December 18, 2025
No parse, all spice
Lite^3, a JSON-Compatible Zero-Copy Serialization Format
Dev crowd split: edit-on-the-wire magic or a leaky suitcase
TLDR: Lite³ lets developers edit data directly while it’s ready to send, skipping the usual unpack–repack dance. The crowd is split: fans love the speed; critics warn about unreclaimed space and potential data leaks, and argue it’s not true “serialization,” pressing for comparisons and safety proof.
Lite³ promises a wild trick: you can tweak data while it’s already “packed” to send, no unpacking required. Fans on Hacker News are hyped, with one user cheering that it’s “mutable in place” and linking to the design docs. The author says this smashes the old rule where you must parse and re-serialize—just edit and ship. Cue the drumroll, and the drama.
Then the skeptics enter.
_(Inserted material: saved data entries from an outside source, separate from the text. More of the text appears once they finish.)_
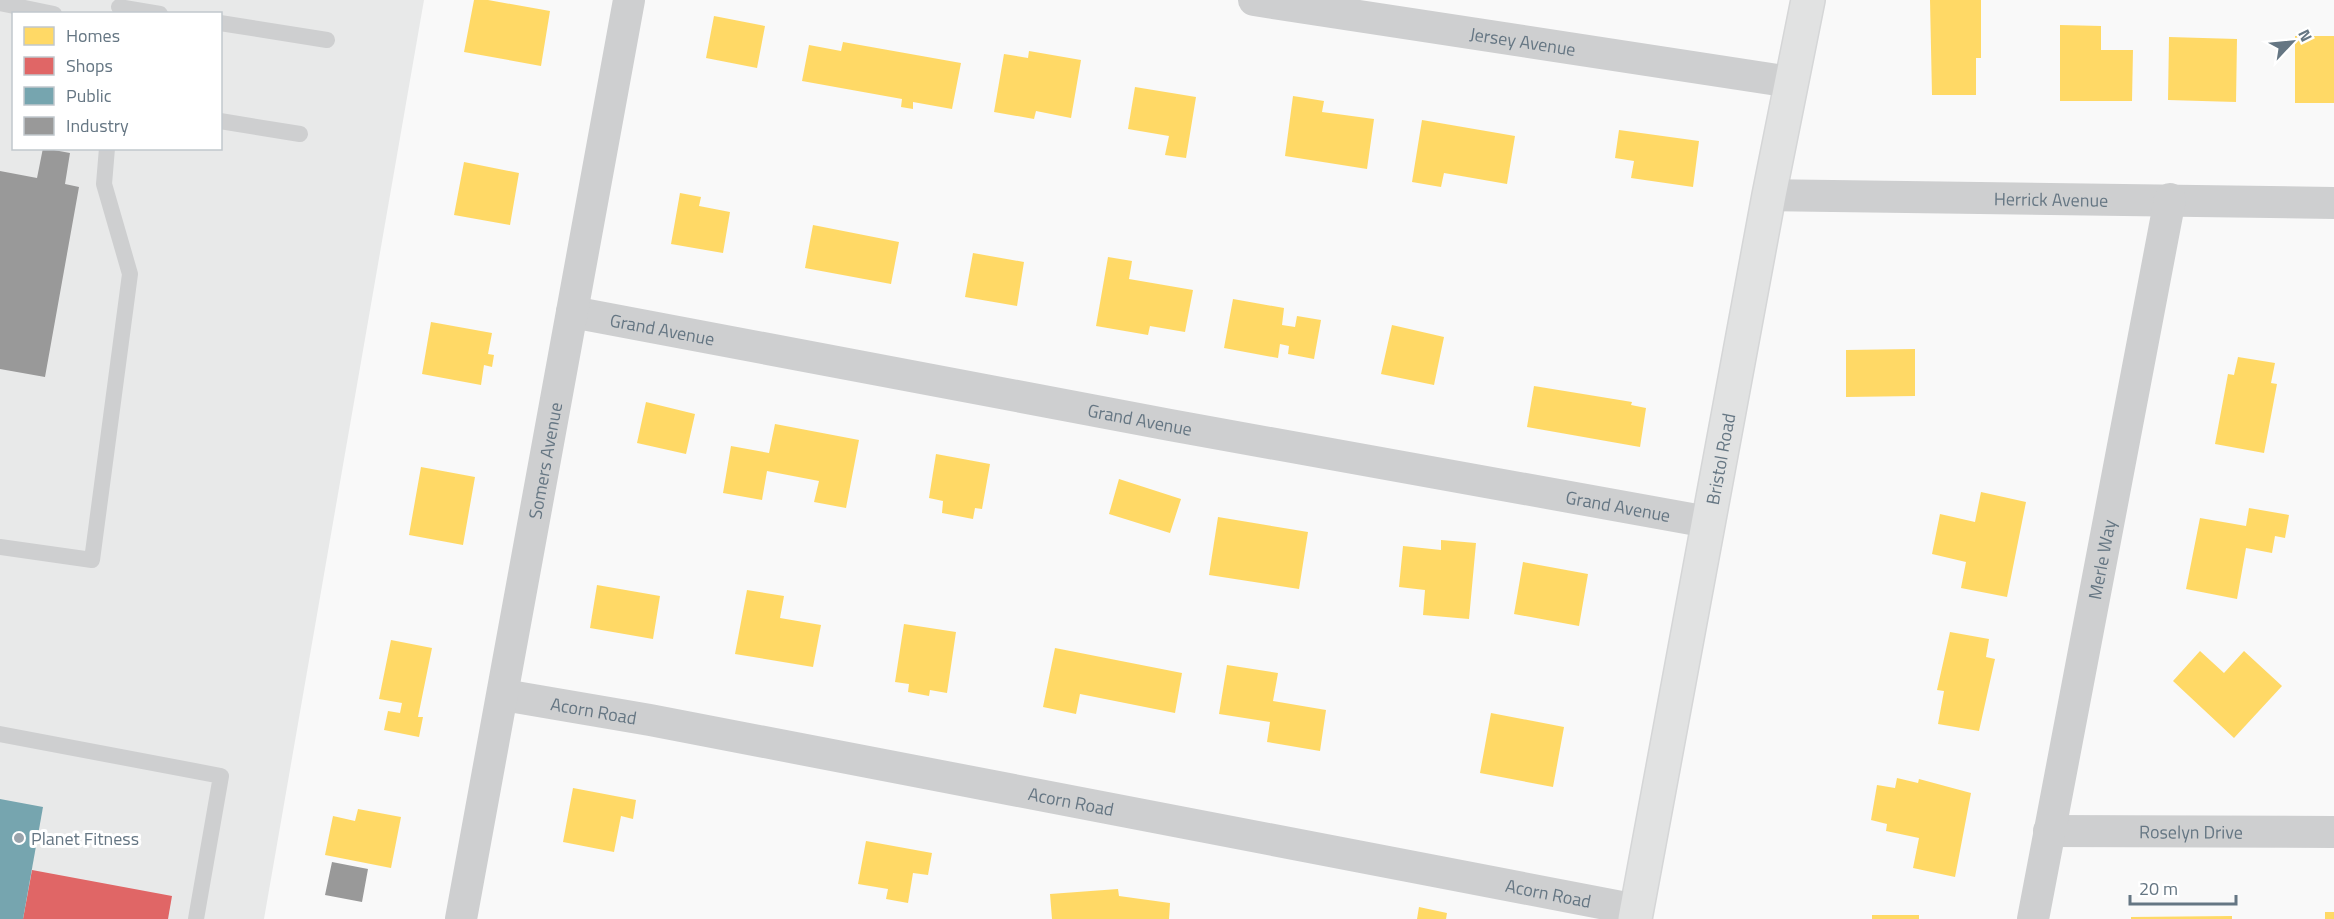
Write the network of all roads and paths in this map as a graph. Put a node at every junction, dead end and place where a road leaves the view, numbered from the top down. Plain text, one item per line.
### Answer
1 (629, 0) edge
2 (1254, 0) edge
3 (1808, 0) edge
4 (0, 3) edge
5 (119, 7) edge
6 (44, 12) edge
7 (148, 12) edge
8 (222, 23) edge
9 (327, 40) dead end
10 (1791, 82) junction
11 (222, 121) edge
12 (300, 134) dead end
13 (107, 150) edge
14 (1769, 195) junction
15 (2170, 200) junction
16 (2334, 204) edge
17 (572, 312) junction
18 (1708, 522) junction
19 (0, 547) edge
20 (503, 695) junction
21 (0, 734) edge
22 (2049, 831) junction
23 (2334, 832) edge
24 (1636, 915) edge
25 (196, 919) edge
26 (461, 919) edge
27 (2033, 919) edge

1 - 17 street, Somers Avenue
2 - 10 street, Jersey Avenue
3 - 10 main road, Bristol Road
4 - 6 lane
5 - 7 lane
8 - 9 lane
10 - 14 main road, Bristol Road
11 - 12 lane
13 - 19 lane
14 - 15 street, Herrick Avenue
14 - 18 main road, Bristol Road
15 - 16 street, Herrick Avenue
15 - 22 street, Merle Way
17 - 18 street, Grand Avenue
17 - 20 street, Somers Avenue
18 - 24 main road, Bristol Road
20 - 24 street, Acorn Road
20 - 26 street, Somers Avenue
21 - 25 lane
22 - 23 street, Roselyn Drive
22 - 27 street, Merle Way

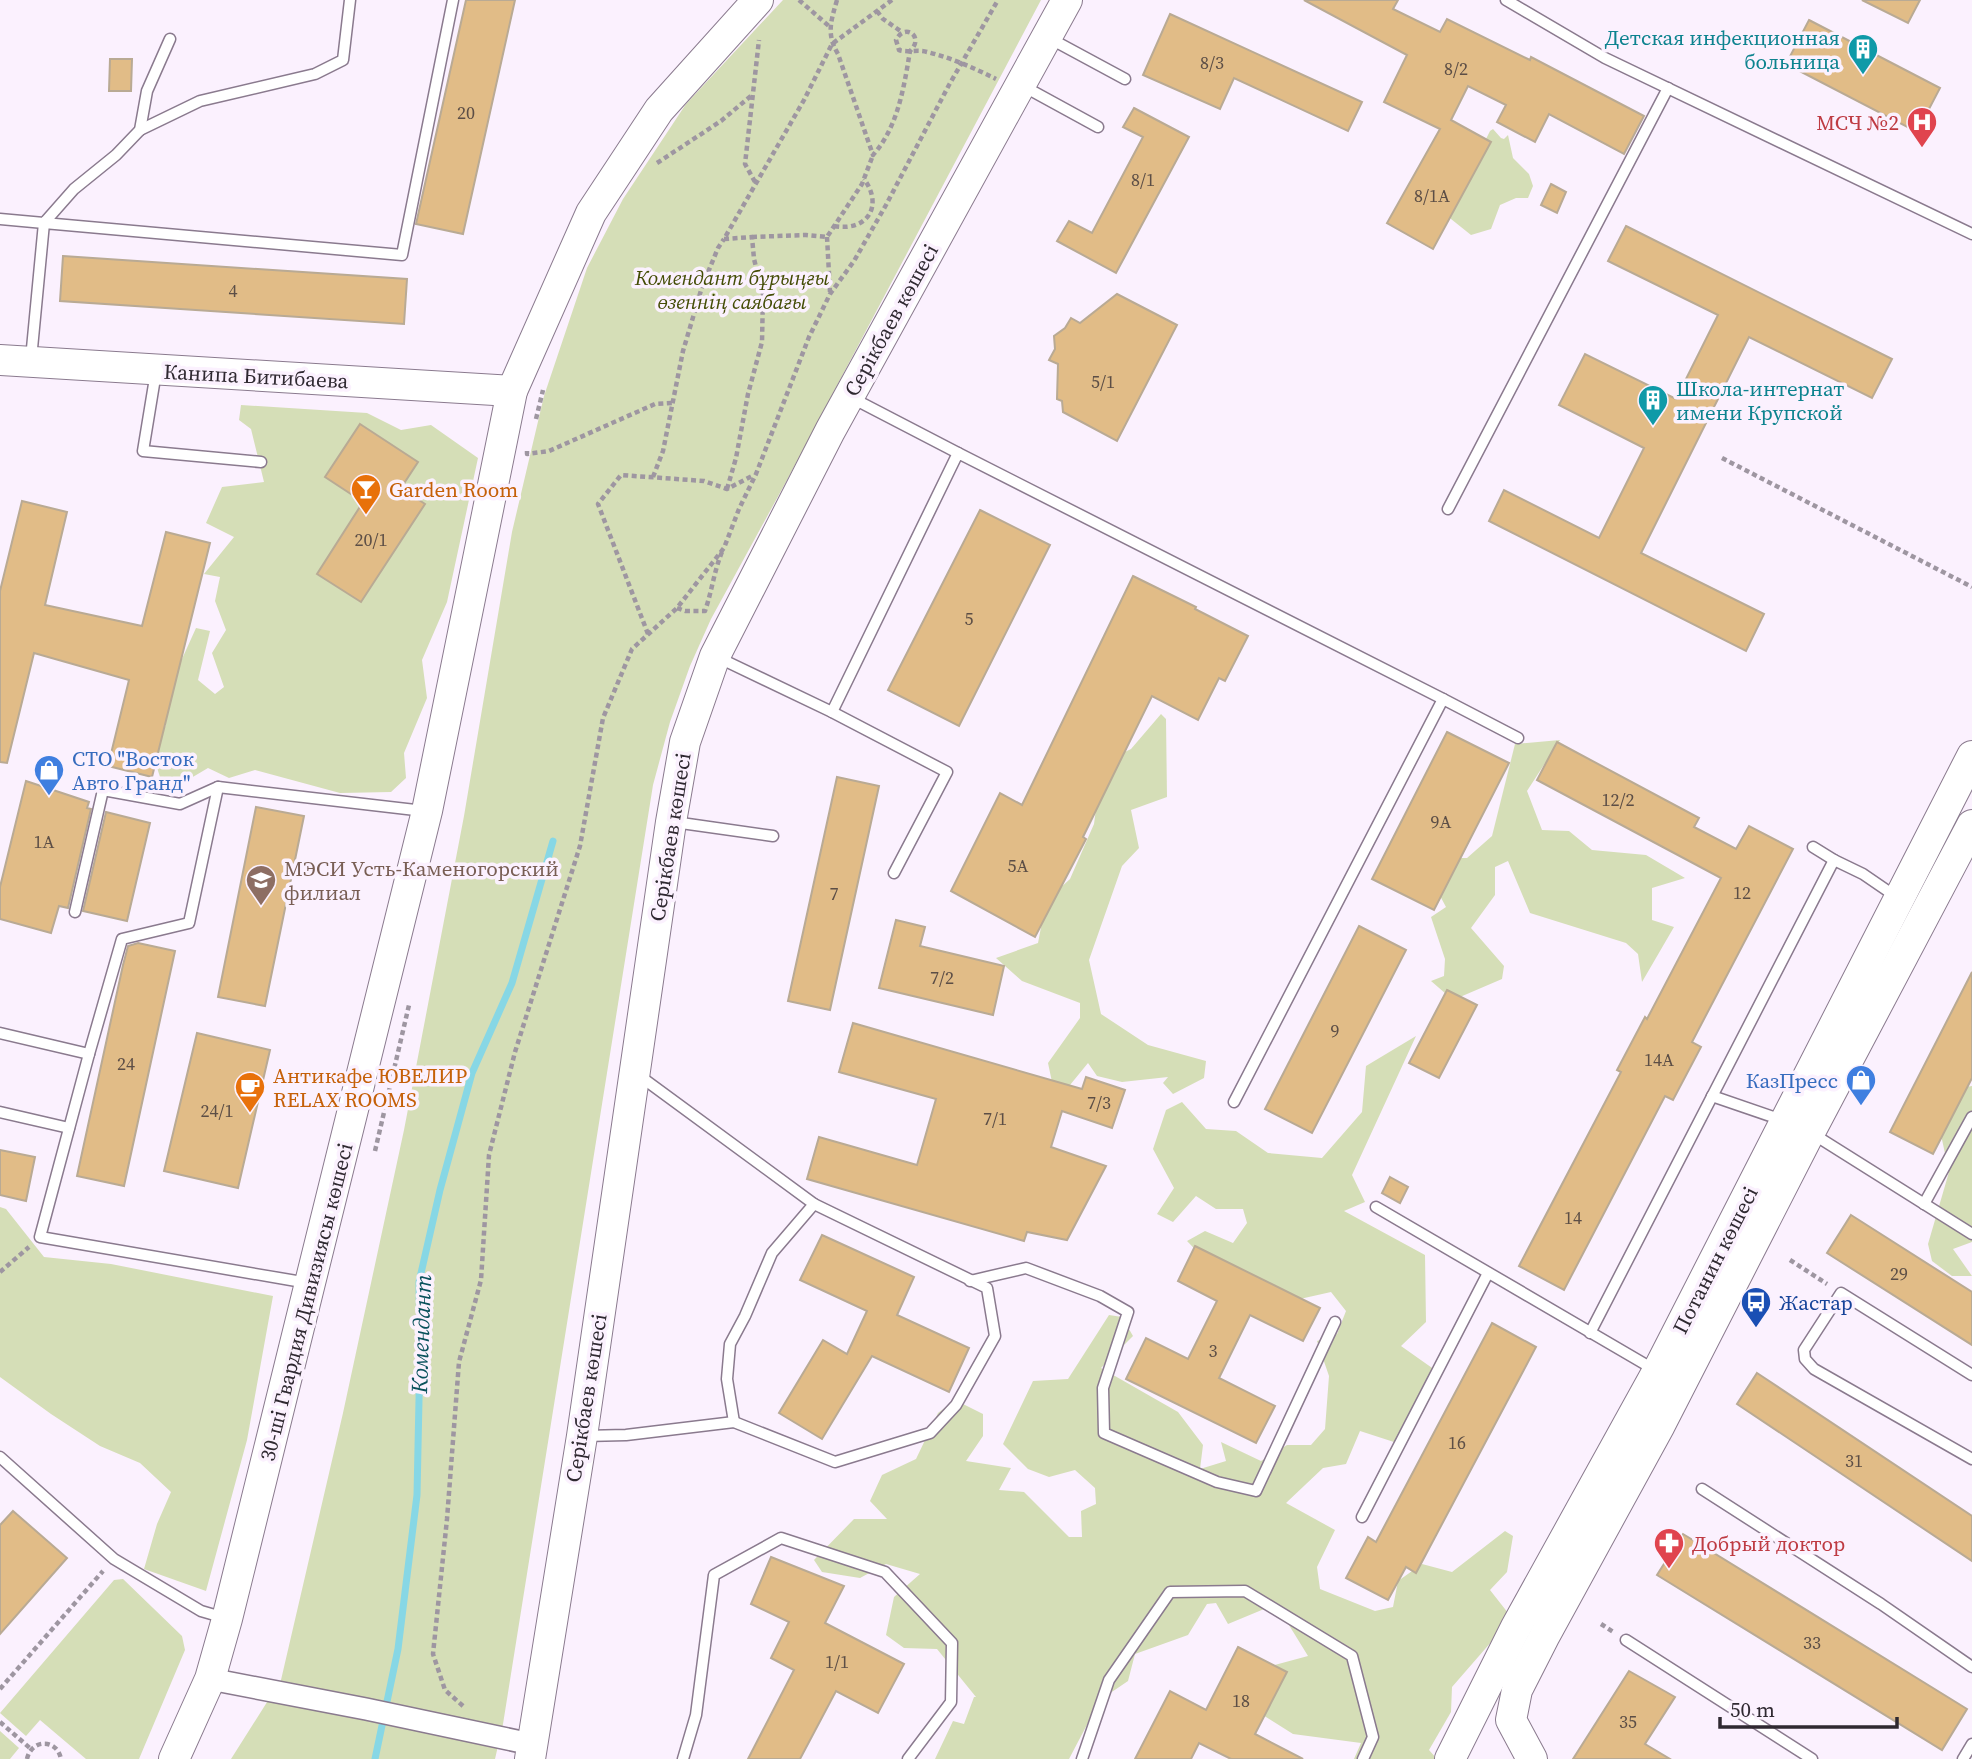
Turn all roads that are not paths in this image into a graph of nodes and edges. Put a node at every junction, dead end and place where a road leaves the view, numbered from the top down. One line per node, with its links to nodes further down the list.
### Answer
1 (350, 0): 12 (lane)
2 (453, 0): 14 (lane)
3 (758, 0): 19 (street, 30-ші Гвардия Дивизиясы көшесі)
4 (1067, 0): 6 (street, Серікбаев көшесі)
5 (1506, 0): 10 (lane)
6 (1046, 37): 8 (lane); 9 (street, Серікбаев көшесі)
7 (170, 39): 12 (lane)
8 (1125, 79)
9 (1011, 83): 11 (lane); 20 (street, Серікбаев көшесі)
10 (1668, 88): 15 (lane); 23 (lane)
11 (1098, 127)
12 (140, 130): 14 (lane)
13 (0, 219): 14 (lane)
14 (44, 223): 17 (lane)
15 (1972, 234)
16 (0, 360): 17 (street, Канипа Битибаева)
17 (31, 362): 18 (street, Канипа Битибаева)
18 (156, 370): 19 (street, Канипа Битибаева); 22 (lane)
19 (512, 391): 30 (street, 30-ші Гвардия Дивизиясы көшесі)
20 (849, 396): 21 (lane); 24 (street, Серікбаев көшесі)
21 (958, 453): 25 (lane); 26 (lane)
22 (261, 462)
23 (1448, 509)
24 (715, 656): 26 (lane); 31 (street, Серікбаев көшесі)
25 (1443, 699): 27 (lane); 43 (lane)
26 (832, 712): 36 (lane)
27 (1518, 738)
28 (1972, 756): 37 (street, Потанин көшесі)
29 (218, 788): 30 (lane); 38 (lane); 40 (lane)
30 (427, 811): 54 (street, 30-ші Гвардия Дивизиясы көшесі)
31 (671, 822): 33 (lane); 41 (street, Серікбаев көшесі)
32 (1972, 825): 46 (street, Потанин көшесі)
33 (772, 836)
34 (1813, 847): 35 (lane)
35 (1835, 860): 37 (lane); 42 (lane)
36 (894, 873)
37 (1899, 898): 46 (street, Потанин көшесі)
38 (75, 912)
39 (0, 1033): 40 (lane)
40 (89, 1054): 47 (lane)
41 (635, 1073): 48 (lane); 60 (street, Серікбаев көшесі)
42 (1712, 1096): 46 (lane); 56 (lane)
43 (1234, 1102)
44 (0, 1112): 47 (lane)
45 (1972, 1117): 49 (lane)
46 (1798, 1127): 49 (lane); 57 (street, Потанин көшесі); 77 (street, Потанин көшесі)
47 (69, 1128): 54 (lane)
48 (814, 1204): 53 (lane); 59 (lane)
49 (1924, 1204): 51 (lane)
50 (1376, 1207): 52 (lane)
51 (1972, 1234)
52 (1488, 1273): 56 (lane); 64 (lane)
53 (970, 1280): 55 (lane); 59 (lane)
54 (310, 1283): 65 (street, 30-ші Гвардия Дивизиясы көшесі)
55 (1335, 1322)
56 (1590, 1333): 57 (lane)
57 (1657, 1372): 76 (street, Потанин көшесі)
58 (1972, 1375): 62 (lane)
59 (734, 1422): 60 (lane)
60 (582, 1436): 70 (street, Серікбаев көшесі)
61 (0, 1457): 65 (lane)
62 (1972, 1459)
63 (1702, 1489): 67 (lane)
64 (1362, 1517)
65 (227, 1619): 68 (street, 30-ші Гвардия Дивизиясы көшесі)
66 (1626, 1640): 78 (lane)
67 (1972, 1667)
68 (209, 1679): 70 (street); 71 (street, 30-ші Гвардия Дивизиясы көшесі)
69 (1972, 1744): 79 (lane)
70 (531, 1751)
71 (174, 1759)
72 (683, 1759): 73 (lane)
73 (908, 1759)
74 (1082, 1759): 75 (lane)
75 (1363, 1759)
76 (1450, 1759)
77 (1532, 1759)
78 (1812, 1759)
79 (1964, 1759)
A sharp-eyed commenter calls out a spicy line in the docs: overwritten space isn’t reclaimed. Translation for non-devs: imagine a suitcase where you keep stuffing new clothes on top, but never take the old ones out. People worry about “leaked” old data hitching a ride if you send the whole buffer. Privacy alarm bells, anyone?
Another camp argues Lite³ is not really “serialization” at all—more like a portable tree of keys and values. One wag basically said: cool trick, questionable label. Meanwhile, comparison nerds are out in force: think Apache Arrow (a columnar data format) or even GLTF, with folks asking for head‑to‑head benchmarks and wondering why other “binary JSONs” don’t do this.
The vibe? Equal parts “this could be huge for fast systems” and “name it better, fix the trash, and prove it’s safe.” Classic internet: bold claims, big hopes, and meme energy about a magic suitcase that might spill secrets.
Key Points
- •Lite³ enables direct, in-place mutations of serialized data (arbitrary key/value insertion/overwrite) without reserialization or additional allocations.
- •Operations on Lite³ structures have O(log n) amortized time with predictable latency and zero-copy reads/writes in a single contiguous buffer.
- •The format is schemaless and self-describing, fully compatible with JSON, with optional yyjson for conversion to/from JSON.
- •Lite³ targets embedded/no-malloc environments: caller-provided buffers, built-in pointer validation, low memory profile; core is 9.3 kB, C11, dependency-free.
- •A feature matrix contrasts Lite³ with formats like JSON, Protobuf, Flatbuffers, Cap'n Proto, and Apache Arrow, highlighting unique zero-copy write capability; benchmarks reference a simdjson dataset.